Ma quali sono le dimensioni che ha preso il fenomeno delle criptovalute a Chiasso? Si è riusciti ad attirare aziende e creare una realtà in questo settore? «È difficile quantificare quante aziende sono effettivamente attive in questo settore. Vengono infatti tutte ‘codificate’ come aziende finanziarie. Un termine decisamente ampio nel quale rientrano anche, ad esempio, le fiduciarie» afferma Arrigoni. Come fatto a Lugano per il ‘Plan B’, anche nel Mendrisiotto c’era stata una serata di presentazione. Al Palapenz erano arrivate circa 300 persone. «Per la maggior parte straniere. Ho quasi l’impressione che in Ticino l’interesse per questo ambito venga più da fuori. E non è per forza una cosa negativa». Con Lugano che ha deciso di puntare molto allo sviluppo di questo settore, quali saranno gli effetti per Chiasso? «È una domanda che mi sono posto anche io. Penso che alla fine prevarranno gli aspetti positivi. Se questo settore si sviluppa anche noi potremo beneficiarne. E possiamo godere del vantaggio di essere a ridosso del confine». Chi non sembra per ora interessato ad aprire un discorso di questo genere sono invece i Comuni più piccoli del Distretto. «Avevamo portato il tema, suggerendo di offrire la possibilità di pagare le tasse in bitcoin. Poi ogni Comune fa le sue scelte. Eravamo andati anche dal Cantone, con un risultato simile».
Chi conosce bene la materia è Paolo Siligoni, attivo nel settore con la sua azienda tra Chiasso, dove ci sono gli uffici più importanti, e Lugano. «A Chiasso vedo in grande sviluppo la formazione e il mining energetico. Fino a qualche anno fa ai nostri corsi di formazione online partecipavano 30 persone, ora siamo a 950. Da tutto il mondo. Una realtà importante per il Basso Mendrisiotto». Ma con ‘mining’, cosa si intende? «Si tratta, detto in maniera molto semplice, dei data-center che generano bitcoin. Hanno bisogno una superficie non indifferente. Per questo Chiasso si presta meglio che Lugano».

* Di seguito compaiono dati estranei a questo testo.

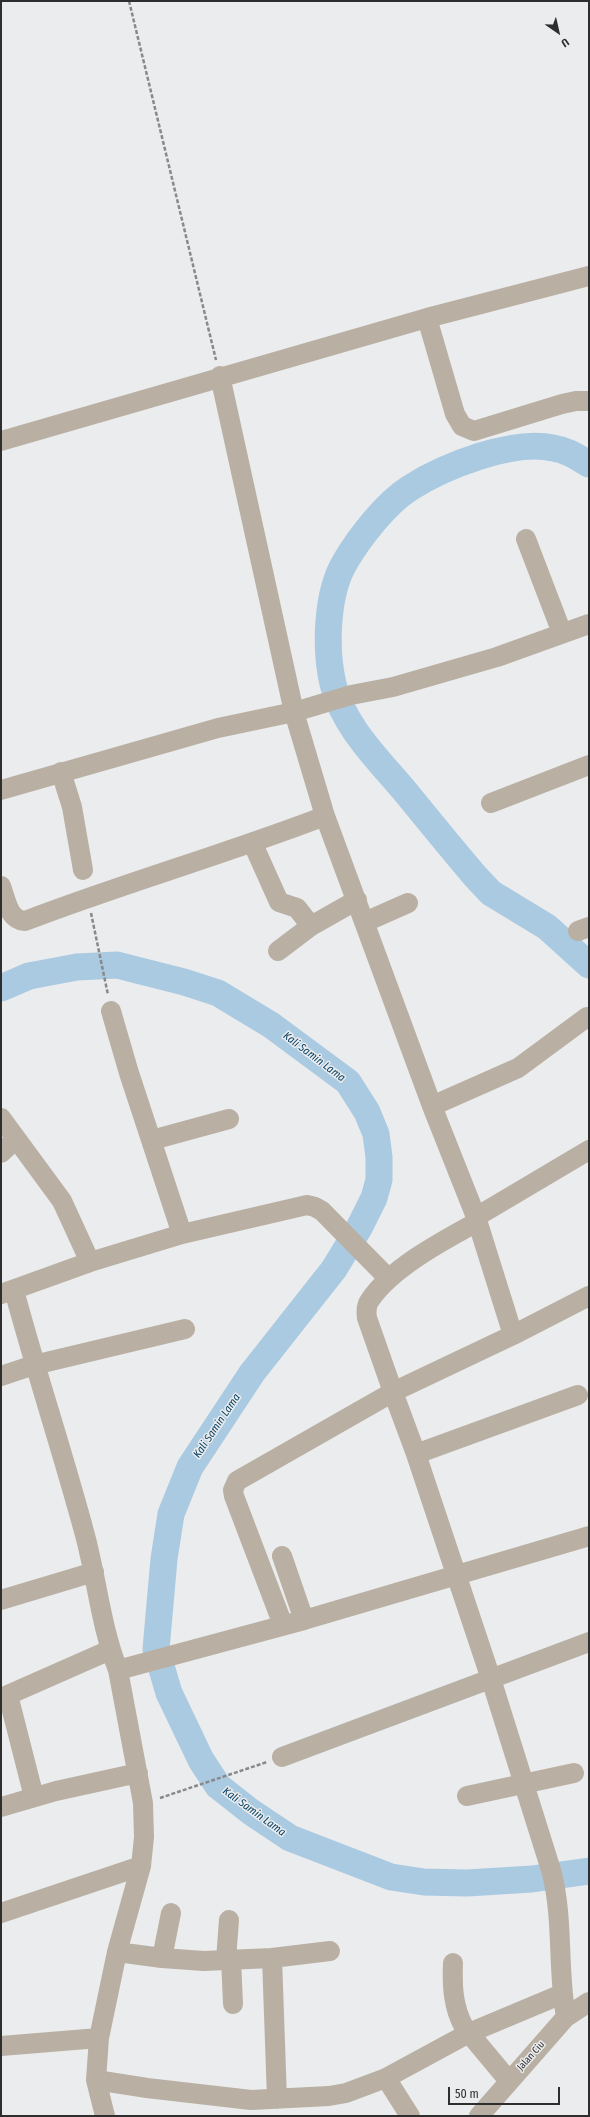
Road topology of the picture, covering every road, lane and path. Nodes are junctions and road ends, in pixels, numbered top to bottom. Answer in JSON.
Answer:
{"nodes":[{"id":1,"x":129,"y":1,"type":"edge"},
{"id":2,"x":589,"y":276,"type":"edge"},
{"id":3,"x":427,"y":318,"type":"junction"},
{"id":4,"x":220,"y":376,"type":"junction"},
{"id":5,"x":589,"y":400,"type":"edge"},
{"id":6,"x":1,"y":441,"type":"edge"},
{"id":7,"x":526,"y":539,"type":"dead end"},
{"id":8,"x":589,"y":624,"type":"edge"},
{"id":9,"x":562,"y":633,"type":"junction"},
{"id":10,"x":294,"y":712,"type":"junction"},
{"id":11,"x":589,"y":765,"type":"edge"},
{"id":12,"x":61,"y":772,"type":"junction"},
{"id":13,"x":1,"y":790,"type":"edge"},
{"id":14,"x":490,"y":803,"type":"dead end"},
{"id":15,"x":325,"y":816,"type":"junction"},
{"id":16,"x":252,"y":844,"type":"junction"},
{"id":17,"x":83,"y":870,"type":"dead end"},
{"id":18,"x":1,"y":886,"type":"edge"},
{"id":19,"x":88,"y":897,"type":"junction"},
{"id":20,"x":357,"y":900,"type":"junction"},
{"id":21,"x":408,"y":903,"type":"dead end"},
{"id":22,"x":364,"y":922,"type":"junction"},
{"id":23,"x":311,"y":926,"type":"junction"},
{"id":24,"x":278,"y":951,"type":"dead end"},
{"id":25,"x":111,"y":1011,"type":"joint"},
{"id":26,"x":587,"y":1018,"type":"dead end"},
{"id":27,"x":432,"y":1106,"type":"junction"},
{"id":28,"x":1,"y":1118,"type":"edge"},
{"id":29,"x":229,"y":1119,"type":"dead end"},
{"id":30,"x":16,"y":1139,"type":"junction"},
{"id":31,"x":152,"y":1140,"type":"junction"},
{"id":32,"x":589,"y":1150,"type":"edge"},
{"id":33,"x":1,"y":1153,"type":"edge"},
{"id":34,"x":477,"y":1220,"type":"junction"},
{"id":35,"x":182,"y":1234,"type":"junction"},
{"id":36,"x":90,"y":1262,"type":"junction"},
{"id":37,"x":389,"y":1279,"type":"junction"},
{"id":38,"x":5,"y":1290,"type":"edge"},
{"id":39,"x":589,"y":1296,"type":"edge"},
{"id":40,"x":185,"y":1329,"type":"dead end"},
{"id":41,"x":513,"y":1335,"type":"junction"},
{"id":42,"x":34,"y":1365,"type":"junction"},
{"id":43,"x":1,"y":1376,"type":"edge"},
{"id":44,"x":393,"y":1392,"type":"junction"},
{"id":45,"x":578,"y":1395,"type":"dead end"},
{"id":46,"x":416,"y":1454,"type":"junction"},
{"id":47,"x":589,"y":1536,"type":"edge"},
{"id":48,"x":282,"y":1556,"type":"dead end"},
{"id":49,"x":94,"y":1572,"type":"junction"},
{"id":50,"x":456,"y":1574,"type":"junction"},
{"id":51,"x":1,"y":1600,"type":"edge"},
{"id":52,"x":304,"y":1620,"type":"junction"},
{"id":53,"x":283,"y":1625,"type":"junction"},
{"id":54,"x":589,"y":1642,"type":"edge"},
{"id":55,"x":110,"y":1650,"type":"junction"},
{"id":56,"x":118,"y":1670,"type":"junction"},
{"id":57,"x":491,"y":1679,"type":"junction"},
{"id":58,"x":4,"y":1696,"type":"edge"},
{"id":59,"x":282,"y":1757,"type":"joint"},
{"id":60,"x":138,"y":1773,"type":"junction"},
{"id":61,"x":574,"y":1773,"type":"dead end"},
{"id":62,"x":525,"y":1784,"type":"junction"},
{"id":63,"x":466,"y":1796,"type":"dead end"},
{"id":64,"x":34,"y":1797,"type":"junction"},
{"id":65,"x":143,"y":1803,"type":"junction"},
{"id":66,"x":1,"y":1807,"type":"edge"},
{"id":67,"x":141,"y":1866,"type":"junction"},
{"id":68,"x":1,"y":1913,"type":"edge"},
{"id":69,"x":171,"y":1913,"type":"dead end"},
{"id":70,"x":229,"y":1920,"type":"dead end"},
{"id":71,"x":330,"y":1951,"type":"dead end"},
{"id":72,"x":117,"y":1952,"type":"junction"},
{"id":73,"x":162,"y":1958,"type":"junction"},
{"id":74,"x":272,"y":1958,"type":"junction"},
{"id":75,"x":229,"y":1960,"type":"junction"},
{"id":76,"x":453,"y":1963,"type":"dead end"},
{"id":77,"x":562,"y":1994,"type":"junction"},
{"id":78,"x":589,"y":2002,"type":"edge"},
{"id":79,"x":233,"y":2004,"type":"dead end"},
{"id":80,"x":566,"y":2016,"type":"junction"},
{"id":81,"x":469,"y":2033,"type":"junction"},
{"id":82,"x":99,"y":2038,"type":"junction"},
{"id":83,"x":1,"y":2046,"type":"edge"},
{"id":84,"x":386,"y":2078,"type":"junction"},
{"id":85,"x":96,"y":2080,"type":"junction"},
{"id":86,"x":509,"y":2081,"type":"junction"},
{"id":87,"x":277,"y":2099,"type":"junction"},
{"id":88,"x":105,"y":2116,"type":"edge"},
{"id":89,"x":410,"y":2116,"type":"edge"},
{"id":90,"x":479,"y":2116,"type":"edge"}],
"edges":[{"from":1,"to":4,"type":"path"},
{"from":2,"to":3,"type":"street"},
{"from":3,"to":4,"type":"street"},
{"from":3,"to":5,"type":"street"},
{"from":4,"to":6,"type":"street"},
{"from":4,"to":10,"type":"street"},
{"from":7,"to":9,"type":"street"},
{"from":8,"to":9,"type":"street"},
{"from":9,"to":10,"type":"street"},
{"from":10,"to":12,"type":"street"},
{"from":10,"to":15,"type":"street"},
{"from":11,"to":14,"type":"street"},
{"from":12,"to":13,"type":"street"},
{"from":12,"to":17,"type":"street"},
{"from":15,"to":16,"type":"street"},
{"from":15,"to":20,"type":"street"},
{"from":16,"to":19,"type":"street"},
{"from":16,"to":23,"type":"street"},
{"from":18,"to":19,"type":"street"},
{"from":19,"to":25,"type":"path"},
{"from":20,"to":22,"type":"street"},
{"from":20,"to":23,"type":"street"},
{"from":21,"to":22,"type":"street"},
{"from":22,"to":27,"type":"street"},
{"from":23,"to":24,"type":"street"},
{"from":25,"to":31,"type":"street"},
{"from":26,"to":27,"type":"street"},
{"from":27,"to":34,"type":"street"},
{"from":28,"to":30,"type":"street"},
{"from":29,"to":31,"type":"street"},
{"from":30,"to":33,"type":"street"},
{"from":30,"to":36,"type":"street"},
{"from":31,"to":35,"type":"street"},
{"from":32,"to":34,"type":"street"},
{"from":34,"to":37,"type":"street"},
{"from":34,"to":41,"type":"street"},
{"from":35,"to":36,"type":"street"},
{"from":35,"to":37,"type":"street"},
{"from":36,"to":38,"type":"street"},
{"from":37,"to":44,"type":"street"},
{"from":38,"to":42,"type":"street"},
{"from":39,"to":41,"type":"street"},
{"from":40,"to":42,"type":"street"},
{"from":41,"to":44,"type":"street"},
{"from":42,"to":43,"type":"street"},
{"from":42,"to":49,"type":"street"},
{"from":44,"to":46,"type":"street"},
{"from":44,"to":53,"type":"street"},
{"from":45,"to":46,"type":"street"},
{"from":46,"to":50,"type":"street"},
{"from":47,"to":50,"type":"street"},
{"from":48,"to":52,"type":"street"},
{"from":49,"to":51,"type":"street"},
{"from":49,"to":55,"type":"street"},
{"from":50,"to":52,"type":"street"},
{"from":50,"to":57,"type":"street"},
{"from":52,"to":53,"type":"street"},
{"from":53,"to":56,"type":"street"},
{"from":54,"to":57,"type":"street"},
{"from":55,"to":56,"type":"street"},
{"from":55,"to":58,"type":"street"},
{"from":56,"to":60,"type":"street"},
{"from":57,"to":59,"type":"street"},
{"from":57,"to":62,"type":"street"},
{"from":58,"to":64,"type":"street"},
{"from":59,"to":65,"type":"path"},
{"from":60,"to":64,"type":"street"},
{"from":60,"to":65,"type":"street"},
{"from":61,"to":62,"type":"street"},
{"from":62,"to":63,"type":"street"},
{"from":62,"to":77,"type":"street"},
{"from":64,"to":66,"type":"street"},
{"from":65,"to":67,"type":"street"},
{"from":67,"to":68,"type":"street"},
{"from":67,"to":72,"type":"street"},
{"from":69,"to":73,"type":"street"},
{"from":70,"to":75,"type":"street"},
{"from":71,"to":74,"type":"street"},
{"from":72,"to":73,"type":"street"},
{"from":72,"to":82,"type":"street"},
{"from":73,"to":75,"type":"street"},
{"from":74,"to":75,"type":"street"},
{"from":74,"to":87,"type":"street"},
{"from":75,"to":79,"type":"street"},
{"from":76,"to":81,"type":"street"},
{"from":77,"to":80,"type":"street"},
{"from":77,"to":81,"type":"street"},
{"from":78,"to":80,"type":"street","name":"Jalan Ciu"},
{"from":80,"to":86,"type":"street","name":"Jalan Ciu"},
{"from":81,"to":84,"type":"street"},
{"from":81,"to":86,"type":"street"},
{"from":82,"to":83,"type":"street"},
{"from":82,"to":85,"type":"street"},
{"from":84,"to":87,"type":"street"},
{"from":84,"to":89,"type":"street"},
{"from":85,"to":87,"type":"street"},
{"from":85,"to":88,"type":"street"},
{"from":86,"to":90,"type":"street","name":"Jalan Ciu"}]}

Una delle critiche che più spesso viene mossa alle criptovalute è legata alla sua volatilità. «Penso che non bisogna investire tutti i propri patrimoni in questo settore. Sono delle opportunità, certo, ma hanno un alto rischio a livello finanziario che deve essere tenuto in considerazione». Ma ci sono anche altri campi di applicazione per queste tecnologie, ed esempio il turismo dove le blockchain (un registro digitale le cui voci sono raggruppate in "blocchi", ndr) sono uno strumento. «Che però bisogna maneggiare con cura», conclude Siligoni.